I've been writing up a 4x4 definition file for ksolve.

Unfortunately when i pass this definition file into ksolve here, I dont' get any output (I'm assuming something goes wrong and the program does not run).

Does anyone know what this issue might be?

Also,
When I take out the wing orientations, ksolve runs fine, but returns very confusing solutions: for example, when given a scramble of R U R' F' R U R' U' R' F, it gives back a solution U R2 U2 R' B' R B R' (two edges are flipped). Now it's my understanding that you can't actually "flip" dedges on a 4x4, but only swap the two wing pieces' corresponding positions, but it seems that ksolve thinks this is solved for some reason.


----------



## AlphaSheep (Jul 13, 2016)

4x4 edges don't actually have orientations. If you take one out, there's only one way that it can go back in.


----------



## Teoidus (Jul 13, 2016)

Yeah, that's why I'm confused at the result when I don't define orientations: Ksolve returns a "solution" to my scramble that ends in a 2flip.


----------



## Robert-Y (Jul 13, 2016)

Hi.

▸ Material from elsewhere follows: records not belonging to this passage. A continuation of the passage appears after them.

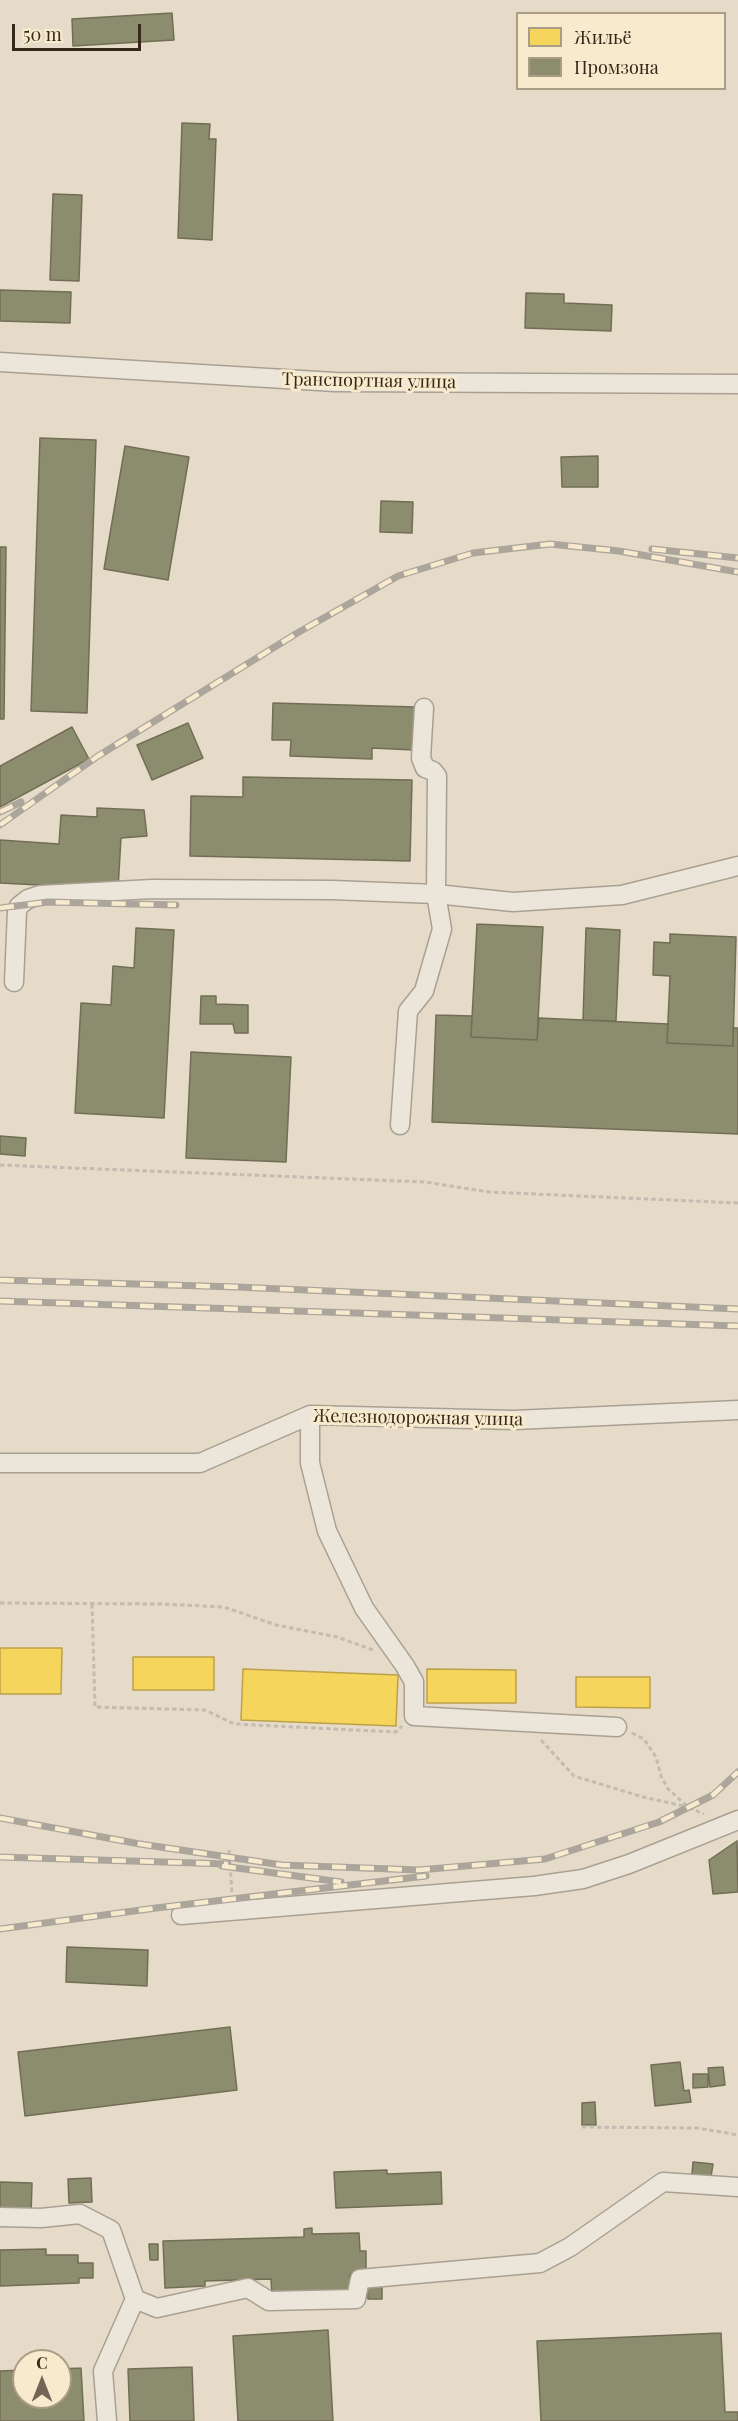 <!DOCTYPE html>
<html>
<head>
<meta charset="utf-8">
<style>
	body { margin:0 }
	#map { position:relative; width:738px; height:2421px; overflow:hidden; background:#e5dbc8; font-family:"Playfair Display",serif }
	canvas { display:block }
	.legend { position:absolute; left:516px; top:12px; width:210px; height:78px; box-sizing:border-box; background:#f8eacc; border:2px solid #ab9c85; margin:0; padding:8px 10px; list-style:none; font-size:18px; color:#37271a }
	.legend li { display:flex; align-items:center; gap:12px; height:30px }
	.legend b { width:30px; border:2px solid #ab9c85 }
	.north { position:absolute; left:12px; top:2349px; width:60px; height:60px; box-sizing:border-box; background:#f8eacc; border:2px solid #ab9c85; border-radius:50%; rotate:0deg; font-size:16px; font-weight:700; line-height:24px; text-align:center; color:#37271a }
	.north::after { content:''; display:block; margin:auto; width:21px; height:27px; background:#746657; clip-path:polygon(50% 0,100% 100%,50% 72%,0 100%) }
	.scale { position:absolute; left:12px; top:24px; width:129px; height:27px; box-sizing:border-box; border:3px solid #37271a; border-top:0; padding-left:8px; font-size:18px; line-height:21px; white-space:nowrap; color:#37271a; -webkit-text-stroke:4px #f8eacc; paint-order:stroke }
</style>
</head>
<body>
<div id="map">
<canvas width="738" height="2421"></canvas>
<ul class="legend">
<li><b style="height:16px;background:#f6d55c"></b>Жильё</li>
<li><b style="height:16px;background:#8c8c6e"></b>Промзона</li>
</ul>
<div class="north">С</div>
<div class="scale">50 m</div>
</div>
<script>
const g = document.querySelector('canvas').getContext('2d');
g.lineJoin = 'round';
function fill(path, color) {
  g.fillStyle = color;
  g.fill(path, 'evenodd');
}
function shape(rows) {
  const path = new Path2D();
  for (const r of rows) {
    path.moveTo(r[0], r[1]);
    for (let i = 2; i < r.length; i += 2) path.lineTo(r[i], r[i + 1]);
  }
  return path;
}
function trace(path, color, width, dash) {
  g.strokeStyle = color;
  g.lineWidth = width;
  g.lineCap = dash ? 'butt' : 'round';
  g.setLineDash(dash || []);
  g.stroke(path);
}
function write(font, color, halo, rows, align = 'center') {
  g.font = font + ' "Playfair Display",serif';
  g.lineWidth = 6;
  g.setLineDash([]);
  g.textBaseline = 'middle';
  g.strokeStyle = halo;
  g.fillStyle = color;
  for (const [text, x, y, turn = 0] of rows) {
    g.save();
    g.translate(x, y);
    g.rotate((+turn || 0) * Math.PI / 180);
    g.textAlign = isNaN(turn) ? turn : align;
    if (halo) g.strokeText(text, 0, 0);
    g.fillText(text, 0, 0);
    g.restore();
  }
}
const homes = shape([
	[0,1648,62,1648,61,1694,0,1694,0,1648],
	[133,1657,214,1657,214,1690,133,1690,133,1657],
	[243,1669,398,1675,396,1726,241,1720,243,1669],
	[427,1669,516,1670,516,1703,427,1703,427,1669],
	[576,1677,650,1677,650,1708,576,1707,576,1677]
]);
fill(homes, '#f6d55c');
trace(homes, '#bda148', 1.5);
const industry = shape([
	[172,13,174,40,73,46,72,19,172,13],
	[182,123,210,124,209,139,216,139,212,240,178,238,182,123],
	[53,194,82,195,79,281,50,280,53,194],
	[0,290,71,292,70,323,0,321,0,290],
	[526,293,564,294,564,303,612,305,611,331,525,328,526,293],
	[40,438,96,440,87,713,31,711,40,438],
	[125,446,189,457,168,580,104,569,125,446],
	[598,456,598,487,562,487,561,457,598,456],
	[381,501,413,502,412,533,380,532,381,501],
	[0,547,6,547,4,719,0,719,0,547],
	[273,703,416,707,414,750,372,748,372,759,290,756,291,740,272,740,273,703],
	[188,723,203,758,152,780,137,745,188,723],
	[72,727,89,759,0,807,0,766,72,727],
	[243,777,412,780,410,861,190,856,191,796,243,797,243,777],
	[97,808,144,810,147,836,121,838,118,889,0,883,0,840,59,844,61,815,97,817,97,808],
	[477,924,543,927,537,1040,471,1037,477,924],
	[136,928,174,930,164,1118,75,1113,81,1003,111,1005,113,966,134,968,136,928],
	[586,928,620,930,616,1021,583,1020,586,928],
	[670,934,736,937,733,1046,667,1043,670,976,653,975,654,942,670,943,670,934],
	[201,996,216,996,216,1004,248,1005,248,1033,235,1033,233,1024,200,1024,201,996],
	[436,1015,472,1016,471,1037,537,1040,539,1018,668,1024,667,1043,733,1046,733,1028,738,1028,738,1134,432,1122,436,1015],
	[191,1052,291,1057,286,1162,186,1158,191,1052],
	[0,1136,26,1138,25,1156,0,1154,0,1136],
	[737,1841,738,1892,713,1894,709,1860,737,1841],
	[67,1947,148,1950,147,1986,66,1982,67,1947],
	[230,2027,237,2090,25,2116,18,2052,230,2027],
	[680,2062,684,2091,689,2090,691,2102,655,2106,651,2065,680,2062],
	[723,2067,725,2085,710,2087,708,2068,723,2067],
	[693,2074,708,2074,708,2087,693,2088,693,2074],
	[595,2102,596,2125,582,2125,582,2103,595,2102],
	[693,2162,713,2164,711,2177,692,2174,693,2162],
	[387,2170,387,2174,441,2172,442,2204,336,2208,334,2172,387,2170],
	[91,2178,92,2202,69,2203,68,2179,91,2178],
	[0,2182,32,2183,31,2216,0,2216,0,2182],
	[312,2228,312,2234,359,2233,360,2251,366,2251,366,2273,350,2274,350,2295,272,2297,271,2279,205,2281,205,2286,165,2288,163,2241,304,2237,304,2229,312,2228],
	[149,2244,158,2244,158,2260,150,2260,149,2244],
	[46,2249,46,2255,78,2255,78,2263,93,2263,93,2278,79,2278,79,2283,0,2286,0,2250,46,2249],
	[367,2286,382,2286,382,2299,368,2299,367,2286],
	[328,2330,333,2421,238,2421,233,2336,328,2330],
	[721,2333,725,2412,738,2412,738,2421,541,2421,537,2341,721,2333],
	[192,2367,194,2421,130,2421,128,2369,192,2367],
	[81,2368,84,2421,0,2421,0,2371,24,2370,24,2397,60,2397,60,2369,81,2368]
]);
fill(industry, '#8c8c6e');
trace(industry, '#726e55', 1.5);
const minor = shape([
	[0,362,335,382,738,384],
	[14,982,17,911,19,906,28,899,40,895,152,889,332,890,436,894,513,902,622,895,738,866],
	[400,1125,408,1011,424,991,442,929,436,894,437,776,433,771,425,768,421,758,424,708],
	[310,1415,310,1463,327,1531,364,1608,405,1666,414,1682,414,1716,617,1727],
	[0,1463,200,1463,310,1415,514,1420,738,1410],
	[181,1915,534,1886,583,1879,629,1864,738,1820],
	[0,2217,41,2218,80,2214,111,2230,135,2299,157,2308,248,2288,269,2301,356,2299,360,2279,540,2263,570,2247,663,2182,738,2187],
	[107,2421,103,2371,135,2299]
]);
trace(minor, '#a9a092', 21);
trace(shape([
	[0,1165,425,1182,489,1192,738,1203],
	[0,1603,162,1604,224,1607,276,1625,337,1637,373,1650],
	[92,1604,95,1707,205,1710,234,1724,396,1732,402,1726],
	[632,1733,644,1739,656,1757,661,1776,668,1789,688,1807,704,1814],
	[541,1740,574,1776,643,1797,688,1807],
	[229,1850,232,1893],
	[582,2127,698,2128,738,2135]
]), '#c4bcb1', 3, [4.5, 3]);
trace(minor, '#ece6da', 18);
const rail = shape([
	[652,549,738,558],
	[0,812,21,802],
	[0,825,98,756,299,632,398,576,473,553,550,544,619,551,738,572],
	[0,908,48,902,176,905],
	[0,1280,237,1287,738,1309],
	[0,1301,738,1326],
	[0,1818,140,1844,282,1865,419,1870,545,1859,659,1822,713,1795,738,1772],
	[0,1857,228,1864],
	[222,1866,341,1882],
	[0,1929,156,1908,426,1876]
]);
trace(rail, '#aba59b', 7);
trace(rail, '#f8eacc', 4.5, [14]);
write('18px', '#37271a', '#f8eacc', [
	["Транспортная улица",369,381,1],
	["Железнодорожная улица",418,1418,1]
]);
</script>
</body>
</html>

I don't understand your wings definition. Each location isn't clearly defined for me. For example which numbered wing refers to UFr? Also the same applies to the centres. I might look at this again when there's a clearer definition. It's likely that there's a mistake in the wing cycling for one or two turns.


----------



## Teoidus (Jul 13, 2016)

Okay, I see the issue now--I thought I could simply take Kirjava's 3x3 edge definition and make some modifications to fully define wing pieces, but overlooked some things to do with flipping edges.


----------